[Stored data]
::::
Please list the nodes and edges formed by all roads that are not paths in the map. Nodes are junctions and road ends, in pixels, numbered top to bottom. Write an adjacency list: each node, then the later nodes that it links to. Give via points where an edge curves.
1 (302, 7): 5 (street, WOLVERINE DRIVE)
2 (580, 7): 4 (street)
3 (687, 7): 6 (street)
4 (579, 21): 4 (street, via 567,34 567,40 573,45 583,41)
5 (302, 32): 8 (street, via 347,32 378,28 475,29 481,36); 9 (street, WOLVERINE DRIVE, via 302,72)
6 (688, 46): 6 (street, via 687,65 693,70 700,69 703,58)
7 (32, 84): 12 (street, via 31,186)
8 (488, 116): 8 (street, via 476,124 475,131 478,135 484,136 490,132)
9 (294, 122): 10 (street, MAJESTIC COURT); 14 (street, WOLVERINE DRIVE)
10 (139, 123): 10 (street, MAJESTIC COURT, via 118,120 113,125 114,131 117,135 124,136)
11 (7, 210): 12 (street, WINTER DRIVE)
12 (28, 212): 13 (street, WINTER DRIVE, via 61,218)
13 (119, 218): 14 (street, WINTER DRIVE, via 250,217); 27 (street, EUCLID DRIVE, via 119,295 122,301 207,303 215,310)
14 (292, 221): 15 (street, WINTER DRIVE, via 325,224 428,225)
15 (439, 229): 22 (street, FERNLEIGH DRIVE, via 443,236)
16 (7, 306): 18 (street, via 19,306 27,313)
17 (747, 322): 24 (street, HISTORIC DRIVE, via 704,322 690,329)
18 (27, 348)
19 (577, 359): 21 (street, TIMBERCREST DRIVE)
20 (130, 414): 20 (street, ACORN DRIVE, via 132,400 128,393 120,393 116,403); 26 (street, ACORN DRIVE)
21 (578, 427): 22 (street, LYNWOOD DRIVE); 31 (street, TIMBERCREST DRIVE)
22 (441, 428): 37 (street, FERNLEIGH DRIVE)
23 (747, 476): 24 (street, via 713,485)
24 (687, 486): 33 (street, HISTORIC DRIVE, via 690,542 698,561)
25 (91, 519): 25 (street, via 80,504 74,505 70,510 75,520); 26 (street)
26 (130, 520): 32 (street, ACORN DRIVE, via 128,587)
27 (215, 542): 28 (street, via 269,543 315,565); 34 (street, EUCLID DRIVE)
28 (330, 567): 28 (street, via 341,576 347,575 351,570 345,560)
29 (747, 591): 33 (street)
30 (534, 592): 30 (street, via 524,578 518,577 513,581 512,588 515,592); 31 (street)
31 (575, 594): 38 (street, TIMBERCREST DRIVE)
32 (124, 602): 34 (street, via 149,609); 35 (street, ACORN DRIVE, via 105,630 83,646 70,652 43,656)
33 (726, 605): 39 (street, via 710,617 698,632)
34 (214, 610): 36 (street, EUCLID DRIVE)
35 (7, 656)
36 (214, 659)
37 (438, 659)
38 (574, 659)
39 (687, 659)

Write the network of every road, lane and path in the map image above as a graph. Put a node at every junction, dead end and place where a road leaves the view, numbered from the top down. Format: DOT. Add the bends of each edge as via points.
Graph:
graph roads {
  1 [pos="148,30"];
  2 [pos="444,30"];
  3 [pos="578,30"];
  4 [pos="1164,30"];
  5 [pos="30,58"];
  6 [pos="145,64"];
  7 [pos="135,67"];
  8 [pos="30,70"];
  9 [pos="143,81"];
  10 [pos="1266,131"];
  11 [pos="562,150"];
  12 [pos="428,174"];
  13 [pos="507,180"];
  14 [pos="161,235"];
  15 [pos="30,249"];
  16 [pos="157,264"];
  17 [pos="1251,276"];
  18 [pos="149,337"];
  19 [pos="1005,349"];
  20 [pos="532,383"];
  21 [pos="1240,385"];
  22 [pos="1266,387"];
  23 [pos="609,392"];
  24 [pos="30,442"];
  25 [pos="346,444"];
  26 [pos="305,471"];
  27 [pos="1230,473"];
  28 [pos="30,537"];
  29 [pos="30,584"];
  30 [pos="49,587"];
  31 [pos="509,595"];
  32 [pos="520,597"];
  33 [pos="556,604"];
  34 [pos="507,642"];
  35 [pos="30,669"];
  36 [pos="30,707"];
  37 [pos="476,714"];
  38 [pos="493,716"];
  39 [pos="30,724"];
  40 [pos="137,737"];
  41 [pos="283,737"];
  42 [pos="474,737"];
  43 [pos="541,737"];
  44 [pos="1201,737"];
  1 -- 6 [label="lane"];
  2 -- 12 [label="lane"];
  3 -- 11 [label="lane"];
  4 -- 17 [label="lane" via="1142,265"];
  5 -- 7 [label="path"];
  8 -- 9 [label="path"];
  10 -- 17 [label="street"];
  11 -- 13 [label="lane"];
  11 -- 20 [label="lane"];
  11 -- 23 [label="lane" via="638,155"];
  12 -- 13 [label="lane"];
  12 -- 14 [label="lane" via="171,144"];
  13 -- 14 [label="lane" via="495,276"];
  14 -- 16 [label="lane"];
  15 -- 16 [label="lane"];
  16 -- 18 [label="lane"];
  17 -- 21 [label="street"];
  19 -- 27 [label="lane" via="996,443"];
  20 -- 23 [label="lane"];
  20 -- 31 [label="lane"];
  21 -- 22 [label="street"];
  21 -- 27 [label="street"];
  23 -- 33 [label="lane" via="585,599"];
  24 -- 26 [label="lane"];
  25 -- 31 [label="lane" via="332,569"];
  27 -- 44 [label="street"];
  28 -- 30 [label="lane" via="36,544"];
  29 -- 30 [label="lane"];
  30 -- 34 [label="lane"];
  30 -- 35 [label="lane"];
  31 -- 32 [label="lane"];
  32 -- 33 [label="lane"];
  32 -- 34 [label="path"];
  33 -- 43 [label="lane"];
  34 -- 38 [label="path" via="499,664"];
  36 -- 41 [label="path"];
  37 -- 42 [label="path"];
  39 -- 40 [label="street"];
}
::::
_Problem requirements_
Scan the data above; copy every line where "FERNLEIGH" appears.

_Task answer_
15 (439, 229): 22 (street, FERNLEIGH DRIVE, via 443,236)
22 (441, 428): 37 (street, FERNLEIGH DRIVE)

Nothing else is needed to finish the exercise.